# taz.de -- Fukushima-Folgen heruntergespielt: Atomlobby verfasst WHO-Gutachten
       
       > „Gefährliche Verharmlosung“ ist nur ein Vorwurf, den eine
       > Ärzteorganisation der WHO macht. Deren Fukushima-Bericht sei weder
       > unabhängig, noch wissenschaftlich.
       
 (IMG) Bild: Strahlend schön: AKW Fukushima Dai-ichi.
       
       GENF taz | Eine Untersuchung der Weltgesundheitsorganisation (WHO) über die
       Folgen der Atomkatastrophe von Fukushima war längst nicht so unabhängig,
       wie es schien. Zu diesem Schluss kommt [1][eine Analyse] der atomkritischen
       Ärzteorganisation IPPNW.
       
       Im Gegenteil: Die 30 AutorInnen des [2][WHO-Berichts] arbeiteten sämtlich
       für die atomenergiefreundliche Internationale Atomenergiebehörde (IAEO) in
       Wien oder für regierungsabhängige nationale Nuklearkommissionen und
       Strahlenschutzbehörden. Aus Deutschland gehörten Florian Gering und
       Brigitte Gerich vom Bundesamt für Strahlenschutz zu den AutorInnen des
       Berichtes.
       
       Die „vorläufige Dosiseinschätzung“ über die radioaktive Strahlenbelastung
       der japanischen Bevölkerung in einer detaillierten Analyse sei
       unwissenschaftlich und eine gefährliche Verharmlosung des Problems, so die
       Kritik der Ärzteorganisation. Die WHO müsse ihre „medizinische Forschung
       über die Gesundheitsfolgen der atomaren Katastrophe von Fukushima erheblich
       ausweiten“. Das fordert die IPPNW nun in einem Schreiben an
       WHO-Generaldirektorin Margaret Chan, das der taz vorliegt.
       
       In dem Brief plädieren die Ärzte für die Durchführung „unabhängiger
       epidemiologischer Studien sowie die baldige Einrichtung eines umfassenden
       Registers, im dem alle Menschen erfasst werden, die aufgrund der
       Katastrophe von Fukushima vermutlich mehr als ein Millisievert (mSv)

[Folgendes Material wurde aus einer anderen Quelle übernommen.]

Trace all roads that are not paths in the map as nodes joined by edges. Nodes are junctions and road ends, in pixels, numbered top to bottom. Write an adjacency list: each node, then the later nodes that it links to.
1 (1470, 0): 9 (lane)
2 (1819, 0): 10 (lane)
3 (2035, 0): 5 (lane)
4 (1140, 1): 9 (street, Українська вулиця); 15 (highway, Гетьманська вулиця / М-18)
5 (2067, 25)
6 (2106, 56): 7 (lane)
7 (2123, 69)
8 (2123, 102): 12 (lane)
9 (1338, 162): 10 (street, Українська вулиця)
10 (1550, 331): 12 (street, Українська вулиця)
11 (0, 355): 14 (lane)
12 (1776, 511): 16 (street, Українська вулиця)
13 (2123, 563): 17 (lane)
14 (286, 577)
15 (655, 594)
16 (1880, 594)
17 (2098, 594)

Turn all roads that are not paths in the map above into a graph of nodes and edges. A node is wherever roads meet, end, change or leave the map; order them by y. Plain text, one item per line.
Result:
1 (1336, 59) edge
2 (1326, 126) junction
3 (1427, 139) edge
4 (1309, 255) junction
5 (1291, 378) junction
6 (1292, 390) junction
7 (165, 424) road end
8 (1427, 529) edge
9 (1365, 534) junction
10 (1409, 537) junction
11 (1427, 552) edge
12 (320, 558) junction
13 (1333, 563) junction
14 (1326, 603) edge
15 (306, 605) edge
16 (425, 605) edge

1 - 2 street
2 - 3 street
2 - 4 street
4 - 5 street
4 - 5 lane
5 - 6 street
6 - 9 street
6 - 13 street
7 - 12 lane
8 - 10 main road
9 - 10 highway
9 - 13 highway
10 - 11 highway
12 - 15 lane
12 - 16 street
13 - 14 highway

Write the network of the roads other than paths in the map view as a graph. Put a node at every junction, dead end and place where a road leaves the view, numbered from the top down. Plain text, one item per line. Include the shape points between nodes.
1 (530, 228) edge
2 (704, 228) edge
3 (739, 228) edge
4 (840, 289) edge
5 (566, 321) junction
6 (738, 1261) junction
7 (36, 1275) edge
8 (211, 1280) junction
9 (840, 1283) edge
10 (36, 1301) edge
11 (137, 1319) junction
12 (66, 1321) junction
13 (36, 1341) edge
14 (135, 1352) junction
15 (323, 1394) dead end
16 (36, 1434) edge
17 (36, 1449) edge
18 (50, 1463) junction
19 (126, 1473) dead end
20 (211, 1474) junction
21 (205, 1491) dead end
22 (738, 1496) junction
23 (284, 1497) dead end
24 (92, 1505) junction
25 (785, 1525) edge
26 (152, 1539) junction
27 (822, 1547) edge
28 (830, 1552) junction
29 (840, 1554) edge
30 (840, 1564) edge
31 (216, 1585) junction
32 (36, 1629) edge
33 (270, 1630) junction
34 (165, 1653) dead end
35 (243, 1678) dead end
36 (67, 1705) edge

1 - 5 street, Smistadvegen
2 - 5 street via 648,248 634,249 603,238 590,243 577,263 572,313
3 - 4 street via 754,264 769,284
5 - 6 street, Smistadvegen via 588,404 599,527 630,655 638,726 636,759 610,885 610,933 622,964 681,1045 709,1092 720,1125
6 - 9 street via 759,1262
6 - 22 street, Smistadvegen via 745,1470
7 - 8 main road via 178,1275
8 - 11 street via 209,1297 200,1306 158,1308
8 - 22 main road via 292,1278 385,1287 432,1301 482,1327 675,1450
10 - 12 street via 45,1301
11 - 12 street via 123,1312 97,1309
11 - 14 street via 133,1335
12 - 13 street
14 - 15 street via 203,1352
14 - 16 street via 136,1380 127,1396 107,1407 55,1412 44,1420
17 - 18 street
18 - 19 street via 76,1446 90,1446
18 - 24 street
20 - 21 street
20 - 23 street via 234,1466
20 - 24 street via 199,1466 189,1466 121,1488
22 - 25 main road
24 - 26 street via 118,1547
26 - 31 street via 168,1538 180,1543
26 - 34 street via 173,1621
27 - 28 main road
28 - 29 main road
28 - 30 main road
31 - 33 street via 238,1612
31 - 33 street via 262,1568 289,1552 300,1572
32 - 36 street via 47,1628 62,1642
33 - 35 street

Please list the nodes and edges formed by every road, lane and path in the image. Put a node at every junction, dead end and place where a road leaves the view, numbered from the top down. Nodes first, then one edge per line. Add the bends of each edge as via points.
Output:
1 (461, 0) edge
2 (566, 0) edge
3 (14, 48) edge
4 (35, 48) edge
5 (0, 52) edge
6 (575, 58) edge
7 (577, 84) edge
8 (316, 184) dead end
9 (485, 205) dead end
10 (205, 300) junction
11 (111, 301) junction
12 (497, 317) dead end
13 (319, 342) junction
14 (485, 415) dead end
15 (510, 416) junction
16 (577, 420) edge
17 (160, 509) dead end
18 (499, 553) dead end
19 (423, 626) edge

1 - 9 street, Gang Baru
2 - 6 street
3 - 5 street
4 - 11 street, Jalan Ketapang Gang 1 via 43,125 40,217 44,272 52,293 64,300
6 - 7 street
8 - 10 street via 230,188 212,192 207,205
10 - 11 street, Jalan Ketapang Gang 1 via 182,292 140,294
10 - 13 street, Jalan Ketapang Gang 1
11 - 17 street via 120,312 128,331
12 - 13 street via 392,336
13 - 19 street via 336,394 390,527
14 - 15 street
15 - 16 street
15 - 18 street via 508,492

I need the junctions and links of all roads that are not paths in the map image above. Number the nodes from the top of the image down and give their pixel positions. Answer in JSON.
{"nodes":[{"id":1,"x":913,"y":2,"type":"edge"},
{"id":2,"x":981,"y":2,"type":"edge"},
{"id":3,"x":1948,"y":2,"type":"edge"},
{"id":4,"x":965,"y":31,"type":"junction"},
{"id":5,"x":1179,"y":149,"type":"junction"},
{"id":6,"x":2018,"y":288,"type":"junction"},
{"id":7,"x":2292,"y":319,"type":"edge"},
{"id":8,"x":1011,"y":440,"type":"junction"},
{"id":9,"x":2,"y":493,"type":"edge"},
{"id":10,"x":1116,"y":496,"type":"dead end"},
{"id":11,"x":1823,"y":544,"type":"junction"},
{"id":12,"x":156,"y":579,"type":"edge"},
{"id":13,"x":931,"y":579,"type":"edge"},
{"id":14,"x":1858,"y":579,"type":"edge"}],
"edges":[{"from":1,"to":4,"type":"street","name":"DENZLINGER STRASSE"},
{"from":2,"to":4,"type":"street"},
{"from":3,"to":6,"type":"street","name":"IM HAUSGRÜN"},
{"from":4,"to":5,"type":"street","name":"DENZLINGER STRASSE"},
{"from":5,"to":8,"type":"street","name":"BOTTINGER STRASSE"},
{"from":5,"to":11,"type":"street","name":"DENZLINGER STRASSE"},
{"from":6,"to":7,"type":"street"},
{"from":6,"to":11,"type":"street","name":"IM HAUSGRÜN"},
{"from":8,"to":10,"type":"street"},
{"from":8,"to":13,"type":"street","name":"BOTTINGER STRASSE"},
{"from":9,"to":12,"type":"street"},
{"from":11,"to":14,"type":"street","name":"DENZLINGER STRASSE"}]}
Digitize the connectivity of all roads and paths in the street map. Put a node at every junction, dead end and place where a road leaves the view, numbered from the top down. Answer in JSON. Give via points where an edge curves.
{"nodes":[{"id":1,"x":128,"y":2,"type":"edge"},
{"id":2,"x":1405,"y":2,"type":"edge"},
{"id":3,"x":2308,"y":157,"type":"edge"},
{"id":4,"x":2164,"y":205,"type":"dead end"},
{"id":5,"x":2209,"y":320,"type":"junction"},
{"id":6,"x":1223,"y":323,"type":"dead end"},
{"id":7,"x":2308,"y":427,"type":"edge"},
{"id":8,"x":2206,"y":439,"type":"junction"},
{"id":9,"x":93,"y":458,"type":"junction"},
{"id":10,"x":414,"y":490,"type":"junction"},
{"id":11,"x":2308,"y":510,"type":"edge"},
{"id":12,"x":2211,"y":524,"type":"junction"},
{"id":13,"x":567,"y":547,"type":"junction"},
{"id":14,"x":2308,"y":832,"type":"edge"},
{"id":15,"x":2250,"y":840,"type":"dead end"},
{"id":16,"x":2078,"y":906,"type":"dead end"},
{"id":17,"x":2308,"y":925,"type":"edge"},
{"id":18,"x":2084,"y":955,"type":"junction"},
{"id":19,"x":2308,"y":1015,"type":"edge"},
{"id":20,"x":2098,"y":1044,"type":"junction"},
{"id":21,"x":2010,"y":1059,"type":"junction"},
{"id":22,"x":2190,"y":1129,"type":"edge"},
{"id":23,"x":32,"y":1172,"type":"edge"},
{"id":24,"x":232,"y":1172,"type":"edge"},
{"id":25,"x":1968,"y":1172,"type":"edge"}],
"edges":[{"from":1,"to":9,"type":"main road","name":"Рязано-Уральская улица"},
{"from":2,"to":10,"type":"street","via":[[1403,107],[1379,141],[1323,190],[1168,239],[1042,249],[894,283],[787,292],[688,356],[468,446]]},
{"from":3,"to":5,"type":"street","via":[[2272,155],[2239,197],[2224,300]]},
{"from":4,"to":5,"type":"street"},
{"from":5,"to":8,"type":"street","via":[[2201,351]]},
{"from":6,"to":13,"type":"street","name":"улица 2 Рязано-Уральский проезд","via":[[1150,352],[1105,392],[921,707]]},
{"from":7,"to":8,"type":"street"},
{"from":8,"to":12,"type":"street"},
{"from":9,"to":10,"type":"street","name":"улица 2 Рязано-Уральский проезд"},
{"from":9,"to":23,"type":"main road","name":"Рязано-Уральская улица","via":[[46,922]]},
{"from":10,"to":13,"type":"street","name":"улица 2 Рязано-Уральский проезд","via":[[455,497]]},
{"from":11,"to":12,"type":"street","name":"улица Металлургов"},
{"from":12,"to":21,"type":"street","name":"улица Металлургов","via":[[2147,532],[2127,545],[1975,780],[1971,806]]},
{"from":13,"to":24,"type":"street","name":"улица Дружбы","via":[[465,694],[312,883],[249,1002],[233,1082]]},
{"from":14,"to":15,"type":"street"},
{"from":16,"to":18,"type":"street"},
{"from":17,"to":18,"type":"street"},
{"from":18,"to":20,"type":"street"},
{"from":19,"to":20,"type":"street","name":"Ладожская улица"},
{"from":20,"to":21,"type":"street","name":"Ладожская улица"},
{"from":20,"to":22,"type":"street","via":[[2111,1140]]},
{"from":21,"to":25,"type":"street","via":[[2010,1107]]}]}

       Strahlung pro Jahr durch unterschiedliche Quellen ausgesetzt waren“.
       
       ## Keine Schilddrüsenkrebs-Prävention
       
       Die WHO hingegen hatte in ihrem Bericht die von japanischen Behörden
       gemessenen Strahlenbelastungen von 1–50 mSv als „sehr gering“ bezeichnet.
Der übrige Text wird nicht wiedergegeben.